■ **ACTION ITEM**
Reproduce the data below in full and to the letter, images excepted.

■ **DATASET RECORDS**
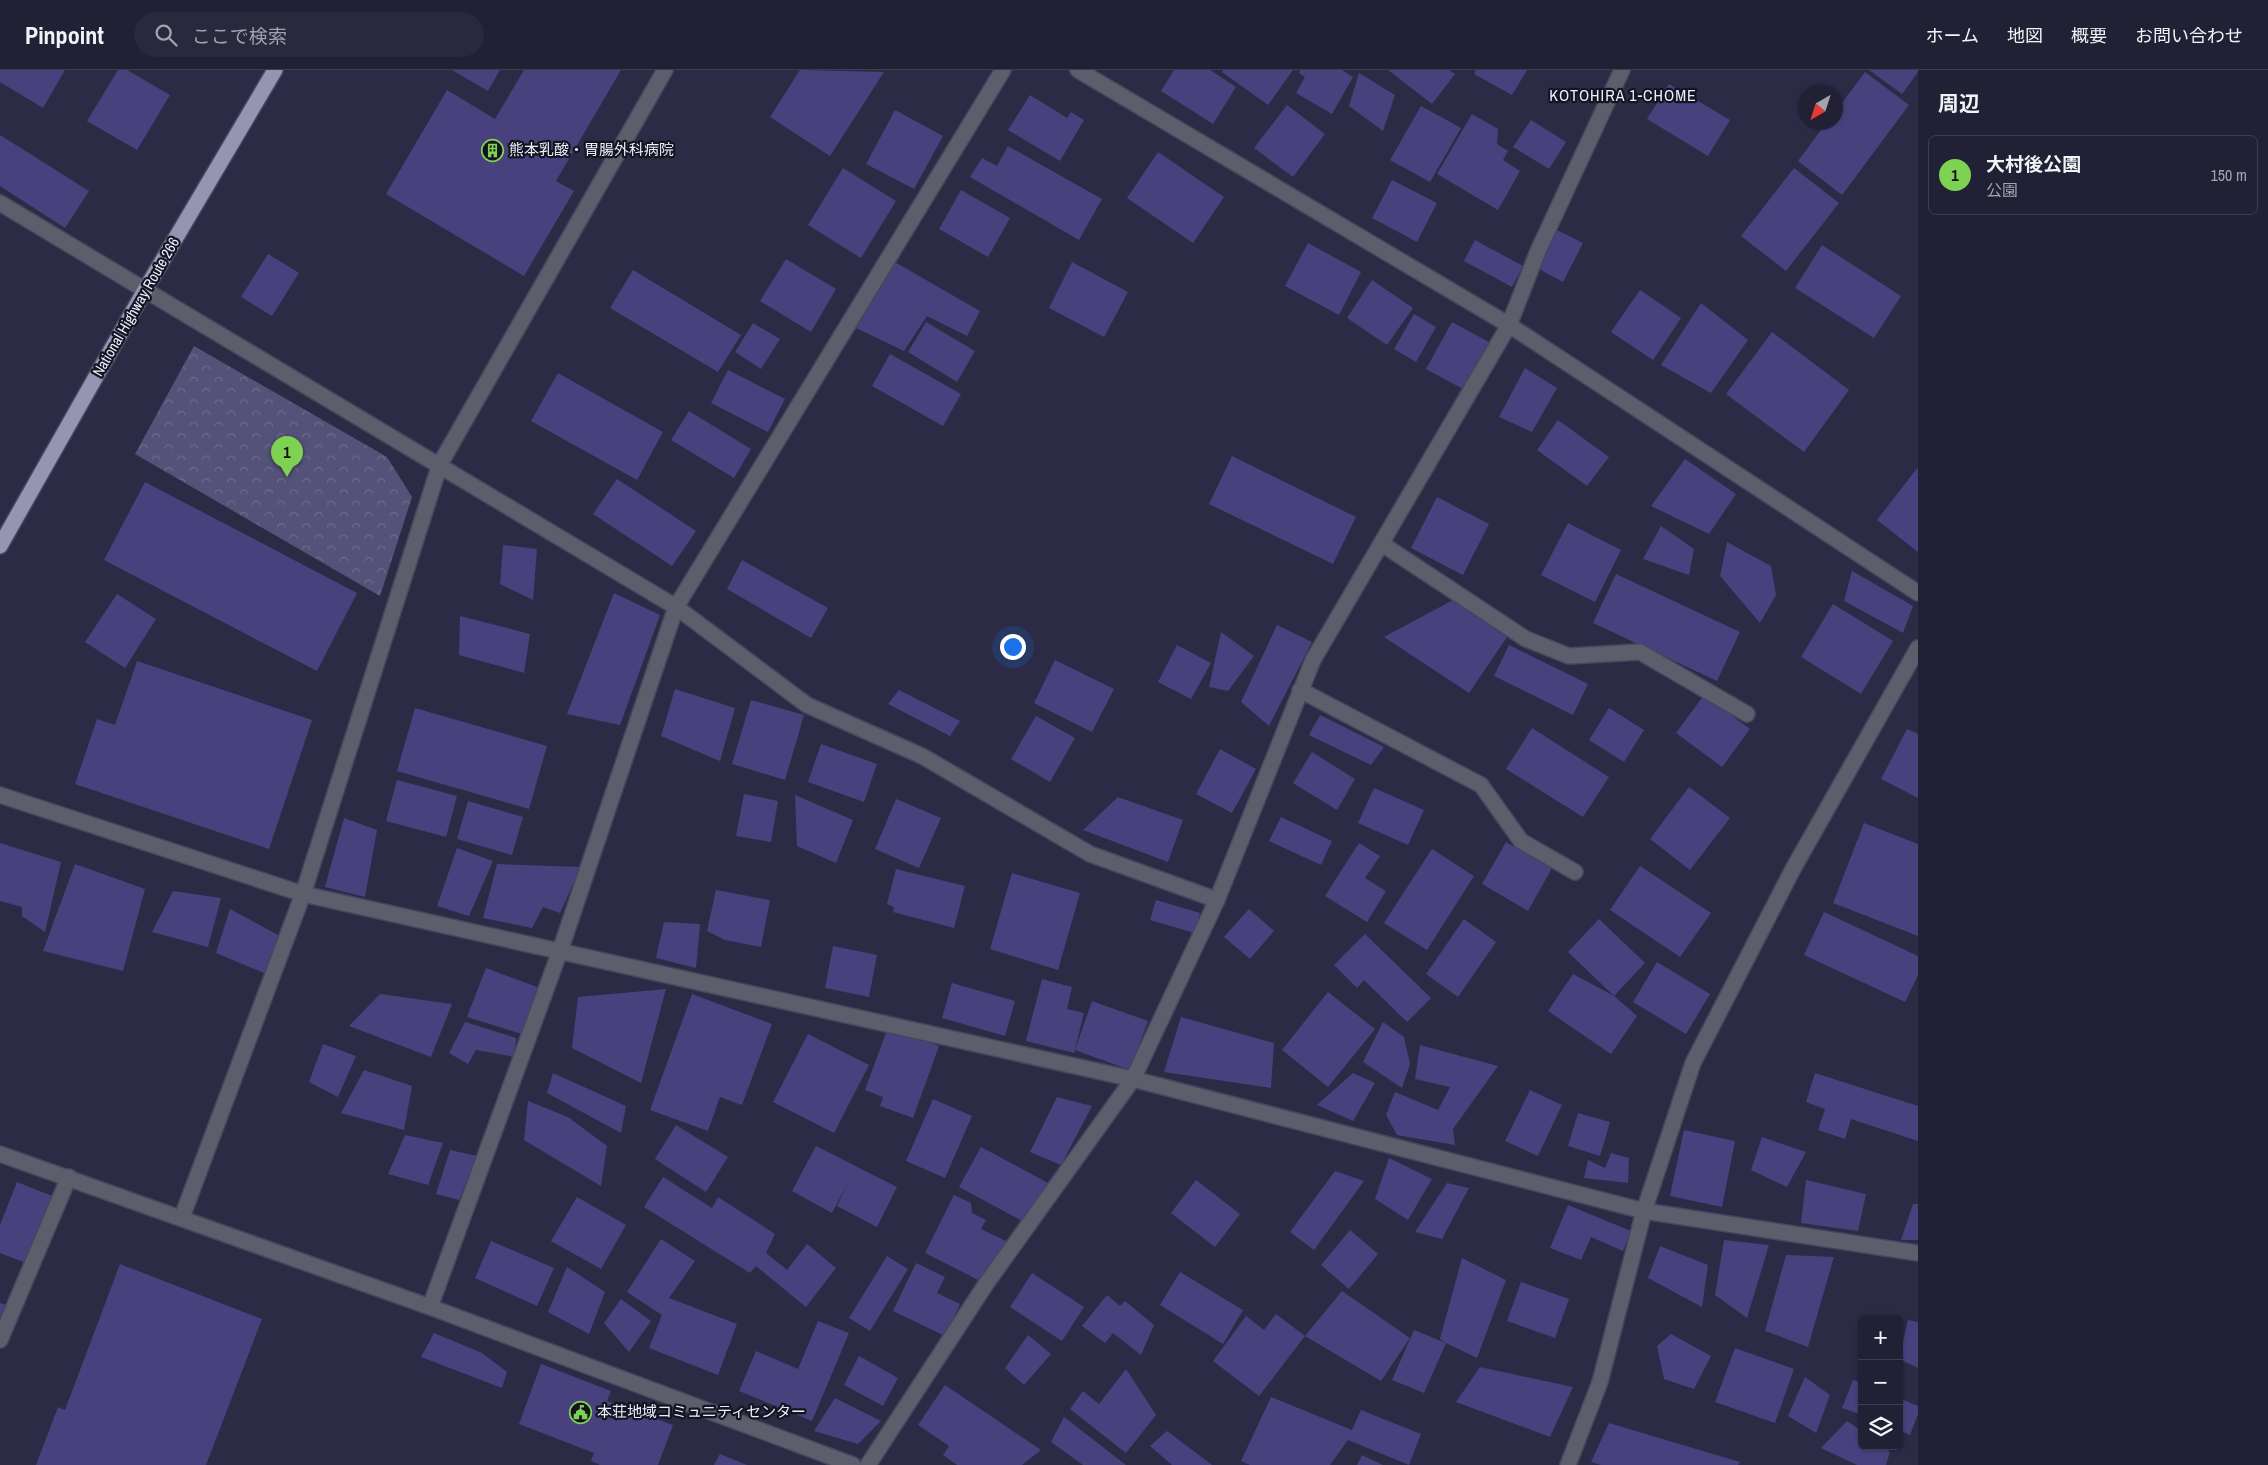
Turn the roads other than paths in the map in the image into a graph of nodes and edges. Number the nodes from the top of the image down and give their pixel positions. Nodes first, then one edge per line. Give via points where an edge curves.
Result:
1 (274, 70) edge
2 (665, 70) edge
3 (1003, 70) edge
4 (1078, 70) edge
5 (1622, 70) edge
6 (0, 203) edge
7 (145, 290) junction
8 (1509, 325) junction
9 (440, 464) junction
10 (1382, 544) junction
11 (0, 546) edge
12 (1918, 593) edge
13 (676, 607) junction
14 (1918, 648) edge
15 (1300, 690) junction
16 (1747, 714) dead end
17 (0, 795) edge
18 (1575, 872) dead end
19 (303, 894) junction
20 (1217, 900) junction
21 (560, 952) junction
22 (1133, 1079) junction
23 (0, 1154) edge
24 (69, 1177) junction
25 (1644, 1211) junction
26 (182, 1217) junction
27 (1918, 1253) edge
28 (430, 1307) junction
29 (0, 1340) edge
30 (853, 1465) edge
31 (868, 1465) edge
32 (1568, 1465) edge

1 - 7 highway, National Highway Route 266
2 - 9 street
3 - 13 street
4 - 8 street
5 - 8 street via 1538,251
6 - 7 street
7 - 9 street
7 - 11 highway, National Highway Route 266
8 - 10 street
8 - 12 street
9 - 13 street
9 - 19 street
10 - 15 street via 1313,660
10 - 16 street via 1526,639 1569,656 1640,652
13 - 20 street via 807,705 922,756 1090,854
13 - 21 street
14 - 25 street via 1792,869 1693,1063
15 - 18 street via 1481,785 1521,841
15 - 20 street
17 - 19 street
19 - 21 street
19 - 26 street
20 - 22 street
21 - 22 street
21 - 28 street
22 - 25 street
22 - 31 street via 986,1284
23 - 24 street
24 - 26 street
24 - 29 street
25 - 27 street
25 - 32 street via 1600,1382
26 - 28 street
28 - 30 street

■ **REPLY TO THE TASK**
Turn the roads other than paths in the map in the image into a graph of nodes and edges. Number the nodes from the top of the image down and give their pixel positions. Nodes first, then one edge per line. Give via points where an edge curves.
Result:
1 (274, 70) edge
2 (665, 70) edge
3 (1003, 70) edge
4 (1078, 70) edge
5 (1622, 70) edge
6 (0, 203) edge
7 (145, 290) junction
8 (1509, 325) junction
9 (440, 464) junction
10 (1382, 544) junction
11 (0, 546) edge
12 (1918, 593) edge
13 (676, 607) junction
14 (1918, 648) edge
15 (1300, 690) junction
16 (1747, 714) dead end
17 (0, 795) edge
18 (1575, 872) dead end
19 (303, 894) junction
20 (1217, 900) junction
21 (560, 952) junction
22 (1133, 1079) junction
23 (0, 1154) edge
24 (69, 1177) junction
25 (1644, 1211) junction
26 (182, 1217) junction
27 (1918, 1253) edge
28 (430, 1307) junction
29 (0, 1340) edge
30 (853, 1465) edge
31 (868, 1465) edge
32 (1568, 1465) edge

1 - 7 highway, National Highway Route 266
2 - 9 street
3 - 13 street
4 - 8 street
5 - 8 street via 1538,251
6 - 7 street
7 - 9 street
7 - 11 highway, National Highway Route 266
8 - 10 street
8 - 12 street
9 - 13 street
9 - 19 street
10 - 15 street via 1313,660
10 - 16 street via 1526,639 1569,656 1640,652
13 - 20 street via 807,705 922,756 1090,854
13 - 21 street
14 - 25 street via 1792,869 1693,1063
15 - 18 street via 1481,785 1521,841
15 - 20 street
17 - 19 street
19 - 21 street
19 - 26 street
20 - 22 street
21 - 22 street
21 - 28 street
22 - 25 street
22 - 31 street via 986,1284
23 - 24 street
24 - 26 street
24 - 29 street
25 - 27 street
25 - 32 street via 1600,1382
26 - 28 street
28 - 30 street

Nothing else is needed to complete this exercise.